Pèire Bréchet : « se réserver le nom d’Occitanie est une erreur morale »


Le président de l’IEO Fédéral s’inquiète de voir la réalité culturelle occitane passer par la moulinette de la marque déposée. « L’Occitanie c’est quatre régions de France et deux hors des frontières » rappelle-t-il.



Pèire Bréchet (photo MN)
Ouverte jusqu’au dix juin dernier, la consultation sur le futur nom de l’actuelle Région qui regroupe Midi-Pyrénées et Languedoc-Roussillon a donné ses résultats le 16. 44,90 % des 168 826 souhaits exprimés se sont portés sur le nom d’Occitanie. Les votes, exprimés sur liste par ordre de préférence entre deux choix, donneront lieu à un débat des élus régionaux, le 24 juin. Ceux-ci exprimeront aussi leur avis. Enfin, la nouvelle appellation sera soumise à l’Etat, qui dispose en la matière. Mais si l’Occitanie se situe demain institutionnellement entre Toulouse et Montpellier, sommes-nous, Provençaux ou Auvergnats, tout d’un coup, des étrangers ? Le sentiment de Pèire Brechet, le président de l’Institut d’Estudis Occitans…Un Provençal.
 
L’Occitanie se résumera-t-elle à deux Régions…occitanes, demain ?
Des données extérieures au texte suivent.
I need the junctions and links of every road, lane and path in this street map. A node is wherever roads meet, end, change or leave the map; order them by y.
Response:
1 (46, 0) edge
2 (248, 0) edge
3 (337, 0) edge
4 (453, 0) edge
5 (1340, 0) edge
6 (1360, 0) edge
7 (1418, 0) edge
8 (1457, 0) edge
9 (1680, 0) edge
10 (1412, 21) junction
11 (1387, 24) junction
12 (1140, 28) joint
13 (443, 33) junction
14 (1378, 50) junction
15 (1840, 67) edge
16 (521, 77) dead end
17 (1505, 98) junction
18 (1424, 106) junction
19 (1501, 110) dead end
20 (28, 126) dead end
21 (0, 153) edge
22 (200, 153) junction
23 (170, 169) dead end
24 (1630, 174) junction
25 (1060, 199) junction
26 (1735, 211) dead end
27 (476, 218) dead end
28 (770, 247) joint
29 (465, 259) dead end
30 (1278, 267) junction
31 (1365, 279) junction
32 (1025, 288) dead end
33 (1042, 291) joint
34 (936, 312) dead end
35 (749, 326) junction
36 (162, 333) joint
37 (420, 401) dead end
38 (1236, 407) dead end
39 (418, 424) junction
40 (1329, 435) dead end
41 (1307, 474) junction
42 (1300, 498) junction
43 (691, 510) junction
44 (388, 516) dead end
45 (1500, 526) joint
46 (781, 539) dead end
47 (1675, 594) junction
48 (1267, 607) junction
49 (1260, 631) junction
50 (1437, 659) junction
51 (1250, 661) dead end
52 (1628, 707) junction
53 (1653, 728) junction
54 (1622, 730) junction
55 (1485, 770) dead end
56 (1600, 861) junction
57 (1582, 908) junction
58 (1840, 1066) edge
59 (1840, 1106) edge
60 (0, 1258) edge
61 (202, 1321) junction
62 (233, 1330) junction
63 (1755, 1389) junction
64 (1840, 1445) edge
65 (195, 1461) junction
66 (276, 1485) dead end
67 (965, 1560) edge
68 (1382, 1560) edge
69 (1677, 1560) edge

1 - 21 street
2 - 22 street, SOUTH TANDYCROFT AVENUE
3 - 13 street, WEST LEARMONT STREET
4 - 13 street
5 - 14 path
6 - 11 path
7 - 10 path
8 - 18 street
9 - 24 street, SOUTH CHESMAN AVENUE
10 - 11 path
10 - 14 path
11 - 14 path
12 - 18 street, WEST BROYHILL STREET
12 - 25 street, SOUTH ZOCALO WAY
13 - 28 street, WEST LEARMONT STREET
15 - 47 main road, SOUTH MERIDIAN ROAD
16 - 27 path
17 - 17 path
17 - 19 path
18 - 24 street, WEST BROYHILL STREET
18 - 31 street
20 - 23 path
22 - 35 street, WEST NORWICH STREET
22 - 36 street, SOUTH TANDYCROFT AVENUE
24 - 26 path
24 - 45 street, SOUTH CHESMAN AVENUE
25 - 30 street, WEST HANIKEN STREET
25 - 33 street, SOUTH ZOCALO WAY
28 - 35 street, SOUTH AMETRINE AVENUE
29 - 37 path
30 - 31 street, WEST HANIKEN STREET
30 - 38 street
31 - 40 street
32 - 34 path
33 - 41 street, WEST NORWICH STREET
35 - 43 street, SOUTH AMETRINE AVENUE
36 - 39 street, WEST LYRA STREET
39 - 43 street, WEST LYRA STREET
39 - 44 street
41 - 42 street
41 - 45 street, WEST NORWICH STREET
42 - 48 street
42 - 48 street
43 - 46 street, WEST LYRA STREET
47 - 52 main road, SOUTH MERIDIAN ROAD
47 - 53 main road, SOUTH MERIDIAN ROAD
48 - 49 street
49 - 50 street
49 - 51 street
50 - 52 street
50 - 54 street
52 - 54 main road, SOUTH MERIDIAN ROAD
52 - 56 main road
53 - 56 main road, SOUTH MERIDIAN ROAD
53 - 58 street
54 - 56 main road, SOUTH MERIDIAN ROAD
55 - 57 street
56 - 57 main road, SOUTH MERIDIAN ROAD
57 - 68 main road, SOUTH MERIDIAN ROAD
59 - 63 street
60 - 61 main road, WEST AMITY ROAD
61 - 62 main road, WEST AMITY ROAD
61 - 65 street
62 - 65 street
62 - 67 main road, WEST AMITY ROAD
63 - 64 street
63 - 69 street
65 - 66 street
L’Occitanie, ce sont quatre régions françaises et deux hors des frontières, en Italie et en Espagne. L’essentiel c’est qu’il s’agit d’une idée qui traverse les frontières. J’invite les élus des ex Régions Languedoc-Roussillon et Midi-Pyérénées à se poser la question : si l’Occitanie est le lieu où se parle l’occitan, alors que parlent les Auvergnats, Aquitains ou Provençaux ? A ces élus de voir quoi décider, mais à nous, IEO, de les alerter.
 
Pourra-t-on demain se dire encore Occitans hors Toulouse et Montpellier ?
 
L’idée occitane porte une culture et sa langue, certes marquée par la variété, mais aussi par la cohérence. Je ne pense pas qu’on puisse en faire la propriété de l’un ou de l’autre. Or, la Région concernée par cette consultation a d’ores et déjà déposé à l’INPI le nom d’Occitanie. Théoriquement, qui l’emploie demain est justiciable. Un comble. Et ce n’est pas une vue de l’esprit. Le maire de Laguiole doit en savoir quelque chose, lui qui se bat devant les tribunaux pour avoir le droit d’utiliser le nom de sa commune !
 
Il s’agit ici de la volonté de gens consultés. Quelle valeur lui accorder ?
 
Nous ne savons pas ce que les gens qui se sont exprimés mettent derrière ce mot d’Occitanie. Pour beaucoup il s’agit de leur région et ça ne va pas plus loin. S’ils ont été nombreux à s’exprimer, ils représentent toutefois une faible minorité des habitants de cette région. Doit-on considérer que les autres, la grande majorité, s’en moquent ? En tout cas les Occitans de toutes régions, eux n’y sont pas indifférents. Et pour ceux-ci, c’est une erreur, morale, de réserver à deux régions ce que l’histoire a construit sur un bien plus vaste territoire.